Premier Parks executives were not available late Friday to discuss plans for the new attraction.
Lauffer said Newhall Land is coordinating with Magic Mountain's operators as it develops its plans, but would not elaborate.
Magic Mountain is known primarily as a regional attraction catering to young thrill-seekers, billing itself as having the West's hottest collection of roller coasters.
To broaden its appeal to families with young children, Magic Mountain will open Bugs Bunny World this season.
In 1995, then-owner Six Flags California opened Hurricane Harbor, a water park that operates during warm weather and which requires a separate admission charge. The number of slides was doubled in 1997.
In making an additional expansion to Magic Mountain, developers would be following the model of theme park operators such as Disney and Seagram Co.'s Universal.
Disney, which has 47 square miles of theme parks, hotels, malls and other projects in Florida, is building a second attraction beside Disneyland: Disney California Adventure, including a 750-room hotel and a retail, dining and entertainment center called Downtown Disney.
And Universal has been gradually opening a similar complex beside its existing studio-themed park in Florida, including a version of its CityWalk outdoor mall, plans for five hotels and the Islands of Adventure theme park.
The addition to what is now called Six Flags Magic Mountain would be in a V-shaped parcel wrapped around the park's western and southern borders. The area is wedged between the Golden State Freeway on the east, a PGA championship golf course that Newhall Land plans to build on property to the south and the proposed Newhall Ranch housing project to the west.
"We're trying to look at the property and find out what's the most exciting thing we can do there," Lauffer said. "We're definitely focused on themed entertainment, and playing off of the people who already come to Magic Mountain."

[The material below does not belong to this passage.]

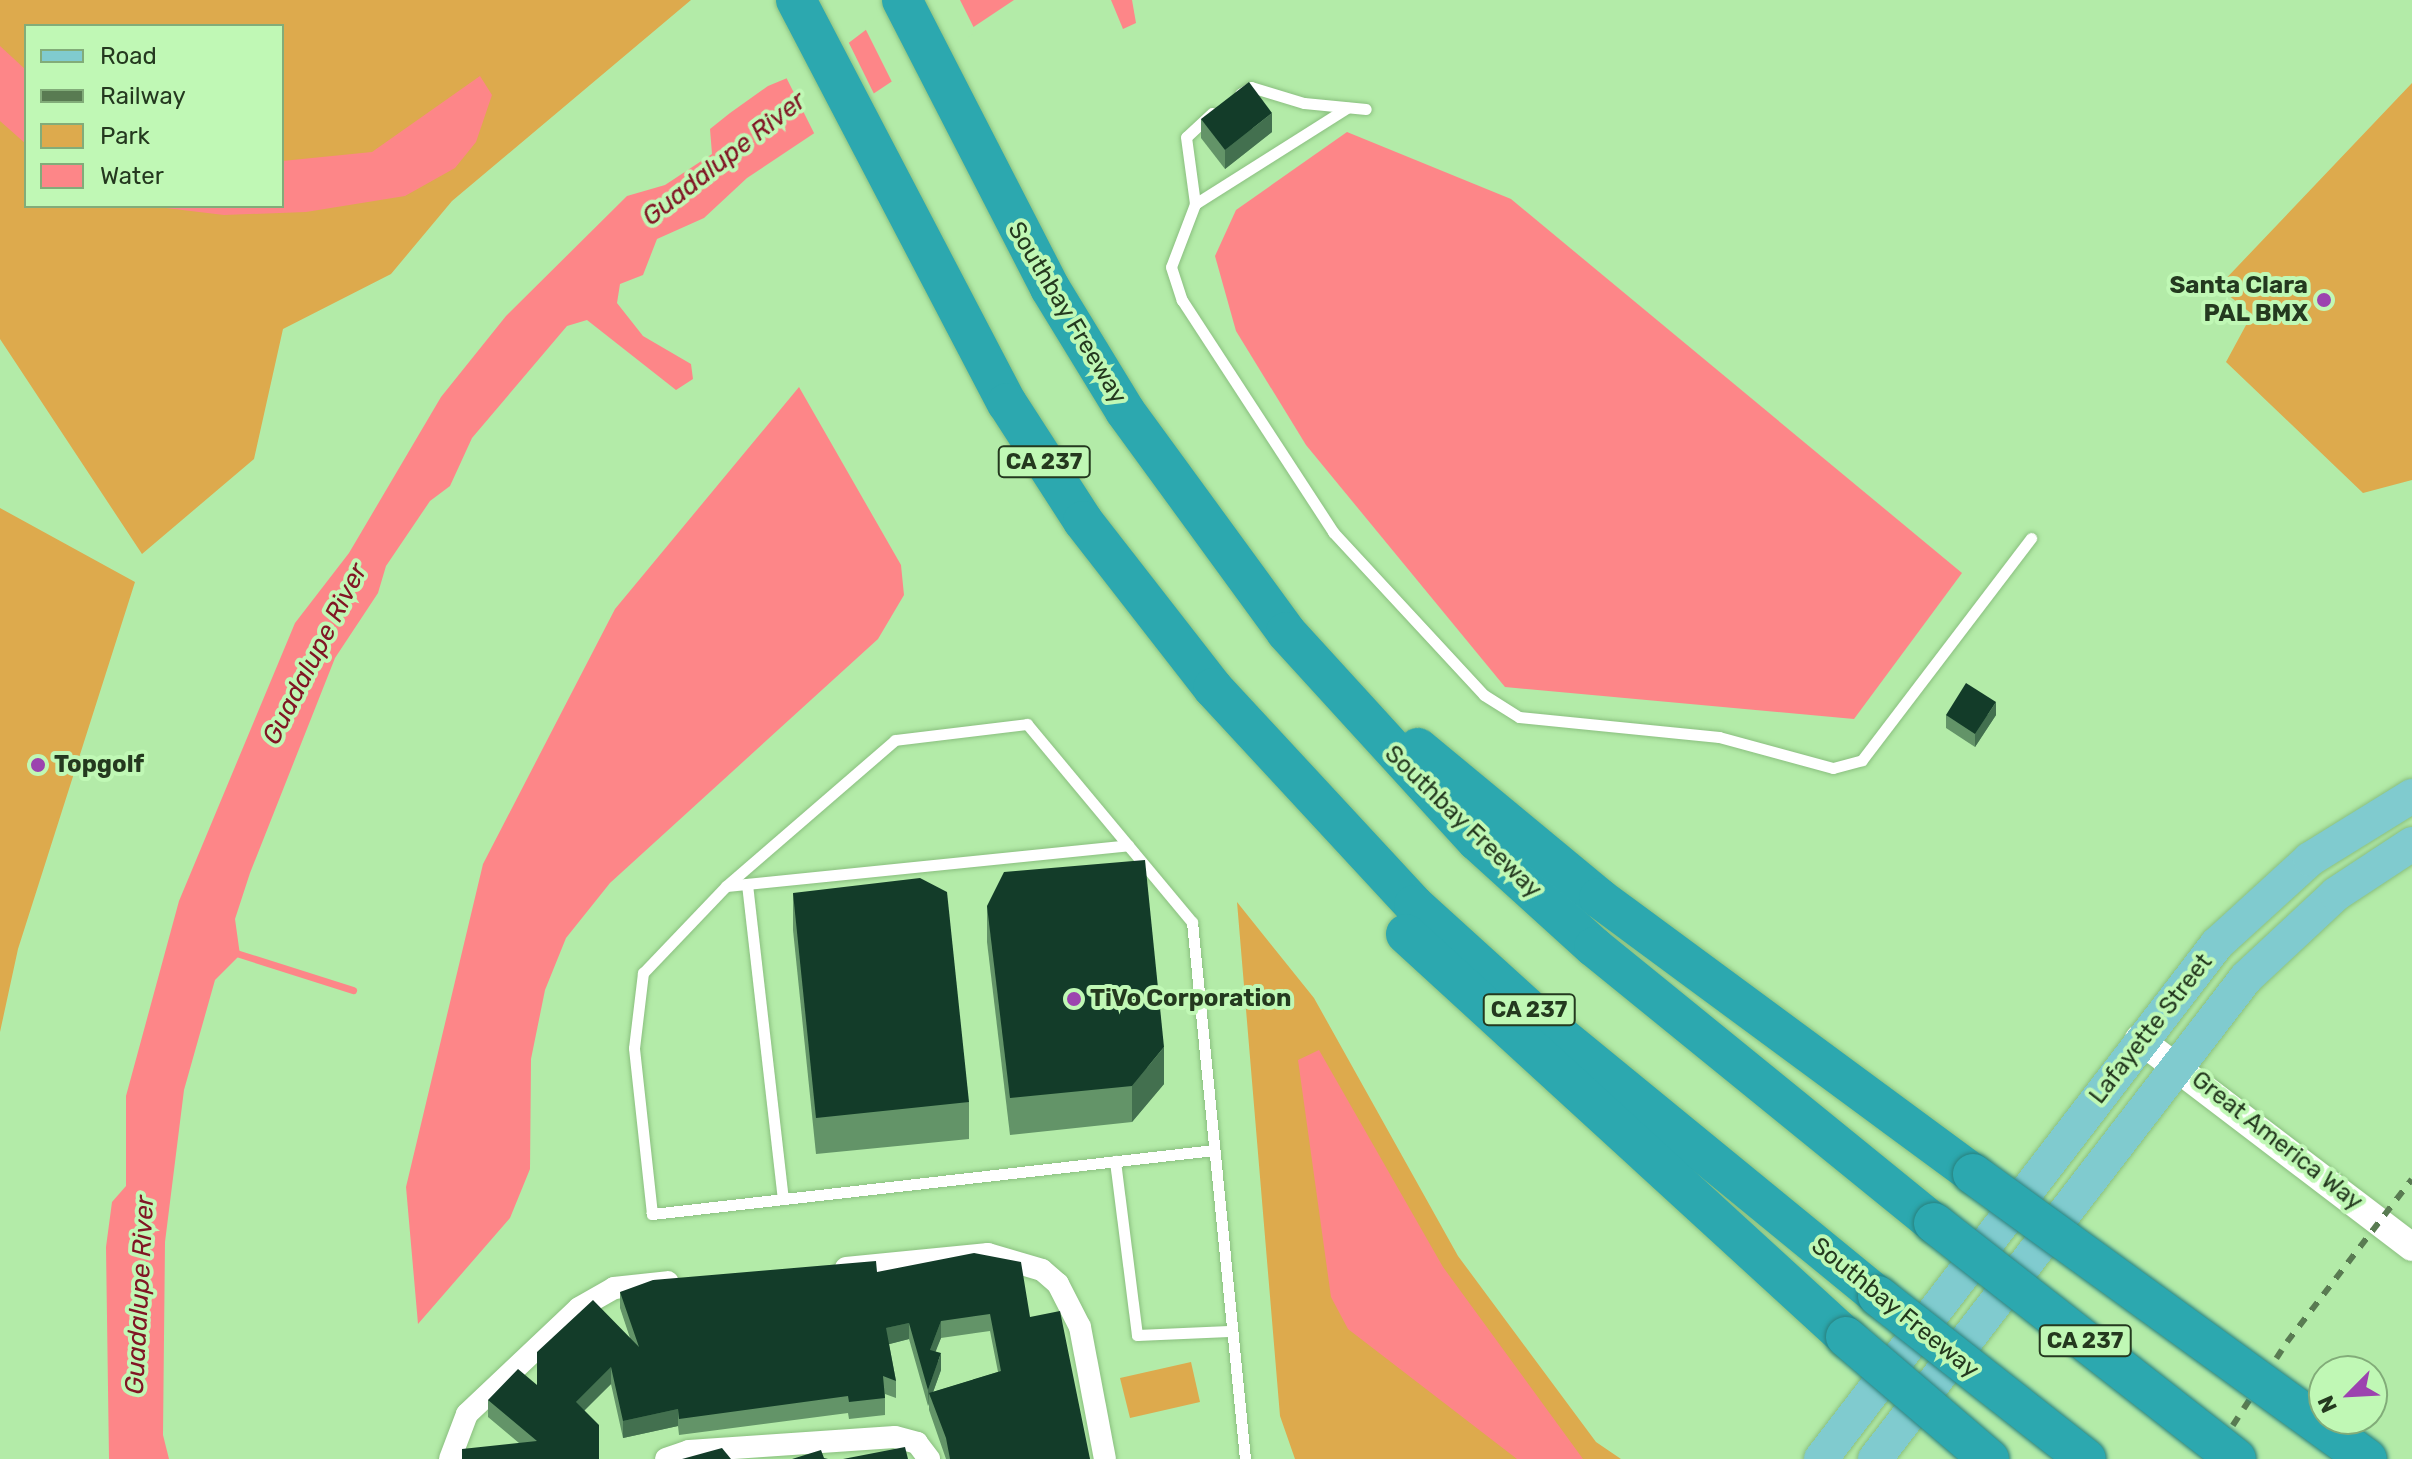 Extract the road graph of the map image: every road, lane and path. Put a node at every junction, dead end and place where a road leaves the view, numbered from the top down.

Theme park consultant Ray Braun of Economic Research Associates in Los Angeles said his firm did some early planning on the theme-park expansion and has just been hired again to perform financial feasibility studies for it.
Braun said the special-effects attraction would be far less ambitious than a full-fledged Disney or Universal park. He said the complex instead would probably contain a mix of modest attractions designed to have strong regional appeal.
"What to do in that area and how to bolster the destination value of that area has been something they've studied for a long time," Braun said.
Plambeck, the environmentalist, said she was concerned about the use of public funds to widen roadways and accommodate the traffic the development will generate.
Newhall Land has been developing a huge swath of land in north Los Angeles County near the Ventura County line, including large master-planned tracts in Valencia and the Valencia Town Center retail and entertainment complex.
Its plans for the hugely ambitious 21,000-home Newhall Ranch, the largest residential project ever undertaken in Los Angeles County, have been challenged recently in lawsuits contending the development would devastate the Santa Clara River and provide too little affordable housing.
Times staff writer Martha L. Willman contributed to this story.